El Chorrillo, 19 de noviembre de 2021
Frecuentemente cuando me asomo en montaña a grandes valles
cavados en la roca, esas profundidades a veces abismales que la erosión ha
formado a través de miles de años, las
hondas y complejas gargantas sin más al sur de toda la dorsal de Gredos, un
ejemplo chiquito en realidad de lo que se puede observar en tantos valles del
Himalaya, siempre me asalta una suerte de infinita sensación de tiempo dilatado
para cuya concepción carecemos de una referencia real. ¿Quién puede imaginar
realmente lo que, por ejemplo, son seiscientos millones de años, ese tiempo de
tan compleja evolución a nuestras espaldas que
necesitó el homo sapiens para
alcanzar su estado de inteligencia actual?
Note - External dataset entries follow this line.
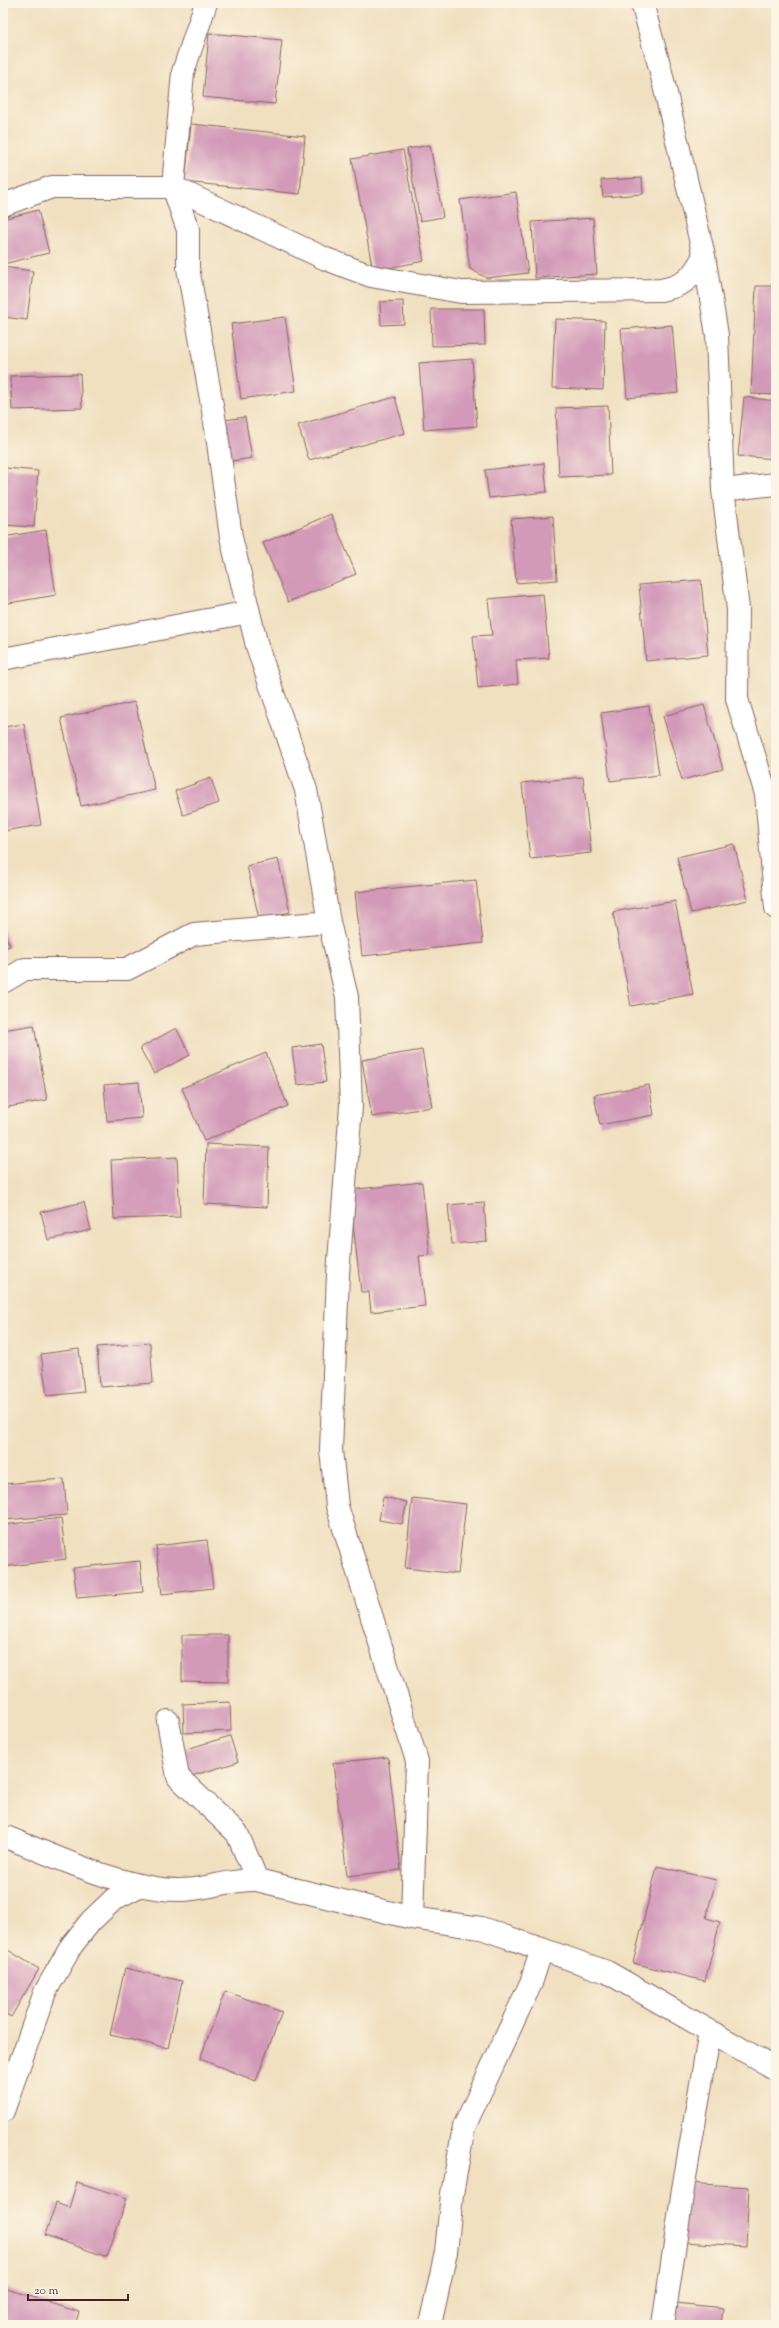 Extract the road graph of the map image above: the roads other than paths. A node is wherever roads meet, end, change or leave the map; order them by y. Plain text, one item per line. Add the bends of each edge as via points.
1 (206, 3) edge
2 (642, 3) edge
3 (173, 187) junction
4 (3, 205) edge
5 (704, 256) junction
6 (776, 484) edge
7 (723, 490) junction
8 (249, 612) junction
9 (3, 659) edge
10 (776, 908) edge
11 (330, 922) junction
12 (3, 982) edge
13 (168, 1721) dead end
14 (3, 1836) edge
15 (257, 1880) junction
16 (139, 1886) junction
17 (412, 1918) junction
18 (542, 1949) junction
19 (710, 2031) junction
20 (776, 2069) edge
21 (3, 2111) edge
22 (430, 2325) edge
23 (663, 2325) edge

1 - 3 street via 183,72
2 - 5 street via 660,68
3 - 4 street via 52,188
3 - 5 street via 326,259 371,276 461,292 661,290 681,286 694,275
3 - 8 street via 188,230 188,268 216,428 231,536
5 - 7 street via 717,334
6 - 7 street
7 - 10 street via 738,609 737,699 766,794
8 - 9 street
8 - 11 street via 257,646 306,790
11 - 12 street via 194,934 127,969 25,969
11 - 17 street via 347,997 351,1106 338,1274 331,1450 337,1506 416,1761
13 - 15 street via 178,1777 237,1833
14 - 16 street
15 - 16 street via 241,1880 179,1891
15 - 17 street
16 - 21 street via 114,1899 91,1921 72,1945 45,1992
17 - 18 street via 480,1928
18 - 19 street via 607,1972
18 - 22 street via 531,1983 464,2127 452,2194 446,2252
19 - 20 street
19 - 23 street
Con la concepción del espacio sucede
otro tanto cuando oigo hablar de distancias de miles, millones de años luz (un
año luz equivale a nueve billones y medio de kilómetros). Le preguntó sin más a
Google por estas cosas y con lo primero que me sale es que este mismo año se ha
descubierto un planeta extragaláctico a 28 millones de años luz. ¿Existe
alguien que pueda concebir una cantidad de kilómetros semejantes?
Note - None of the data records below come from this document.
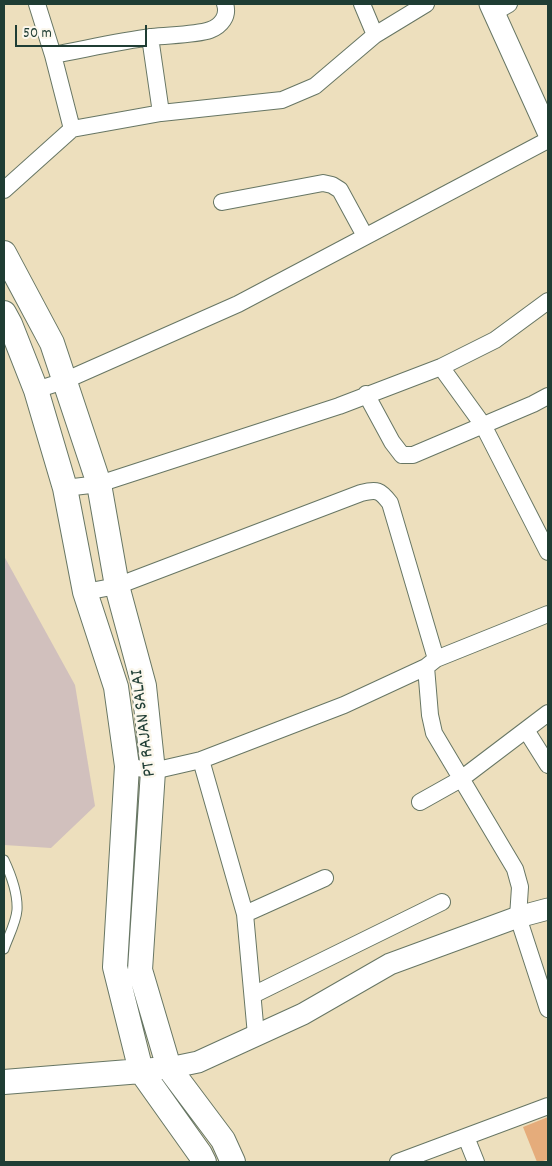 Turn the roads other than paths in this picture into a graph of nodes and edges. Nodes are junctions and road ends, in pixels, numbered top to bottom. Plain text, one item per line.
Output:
1 (37, 4) edge
2 (226, 4) edge
3 (362, 4) edge
4 (426, 4) edge
5 (498, 6) edge
6 (375, 35) junction
7 (150, 37) junction
8 (53, 55) junction
9 (161, 113) junction
10 (72, 129) junction
11 (548, 132) edge
12 (548, 140) edge
13 (4, 190) edge
14 (222, 202) dead end
15 (365, 236) junction
16 (4, 253) edge
17 (548, 301) edge
18 (4, 313) edge
19 (441, 367) junction
20 (64, 381) junction
21 (36, 390) junction
22 (366, 394) junction
23 (548, 396) edge
24 (483, 425) junction
25 (99, 484) junction
26 (66, 488) junction
27 (548, 552) edge
28 (118, 586) junction
29 (85, 592) junction
30 (548, 614) edge
31 (431, 663) junction
32 (548, 713) edge
33 (526, 730) junction
34 (201, 760) junction
35 (548, 765) edge
36 (127, 766) junction
37 (153, 771) junction
38 (461, 778) junction
39 (420, 802) dead end
40 (4, 860) edge
41 (326, 878) dead end
42 (442, 902) dead end
43 (548, 909) edge
44 (245, 914) junction
45 (518, 918) junction
46 (4, 949) edge
47 (253, 995) junction
48 (548, 1009) edge
49 (256, 1035) junction
50 (169, 1068) junction
51 (140, 1071) junction
52 (4, 1082) edge
53 (548, 1106) edge
54 (466, 1137) junction
55 (204, 1162) edge
56 (233, 1162) edge
57 (398, 1162) edge
58 (476, 1162) edge

1 - 8 street
2 - 7 street
3 - 6 street
4 - 6 street
5 - 11 street
6 - 9 street
7 - 8 street
7 - 9 street
8 - 10 street
9 - 10 street
10 - 13 street
12 - 15 street
14 - 15 street
15 - 20 street
16 - 20 main road, PT RAJAN SALAI
17 - 19 street
18 - 21 main road, PT RAJAN SALAI
19 - 22 street
19 - 24 street
20 - 21 street
20 - 25 main road, PT RAJAN SALAI
21 - 26 main road, PT RAJAN SALAI
22 - 24 street
22 - 25 street
23 - 24 street
24 - 27 street
25 - 26 street
25 - 28 main road, PT RAJAN SALAI
26 - 29 main road, PT RAJAN SALAI
28 - 29 street
28 - 31 street
28 - 37 main road, PT RAJAN SALAI
29 - 36 main road, PT RAJAN SALAI
30 - 31 street
31 - 34 street
31 - 38 street
32 - 33 street
33 - 35 street
33 - 38 street
34 - 37 street
34 - 44 street
36 - 37 street
36 - 51 main road, PT RAJAN SALAI
37 - 50 main road, PT RAJAN SALAI
38 - 39 street
38 - 45 street
40 - 46 lane
41 - 44 street
42 - 47 street
43 - 45 street
44 - 47 street
45 - 48 street
45 - 49 street
47 - 49 street
49 - 50 street
50 - 51 main road
50 - 56 main road, PT RAJAN SALAI
51 - 52 main road
51 - 55 main road, PT RAJAN SALAI
53 - 54 street
54 - 57 street
54 - 58 street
La incapacidad de imaginar semejantes distancias y
tiempos, y a la que frecuentemente se enfrenta cualquiera que guste vivaquear
en lugares solitarios de las montañas y le dedique tiempo a la contemplación
del firmamento, a mí me sume en una suerte de perplejidad que linda no pocas
veces con un profundo estado de meditación en donde se mezclan cierta sensación
de inquietud, de desconcierto, de sentimiento de pequeñez e insignificancia. No
se trata de una sensación de la que pueda decir que es placentera ni
desagradable. Lo más cercano para describirla sería ese término que Freud
identificó como sentimiento oceánico, un estado que se caracteriza “por ser uno
con el todo, al que llamó sentimiento oceánico, una sensación de eternidad,
como algo sin límites ni barreras, un sentimiento de inmensidad y completitud”.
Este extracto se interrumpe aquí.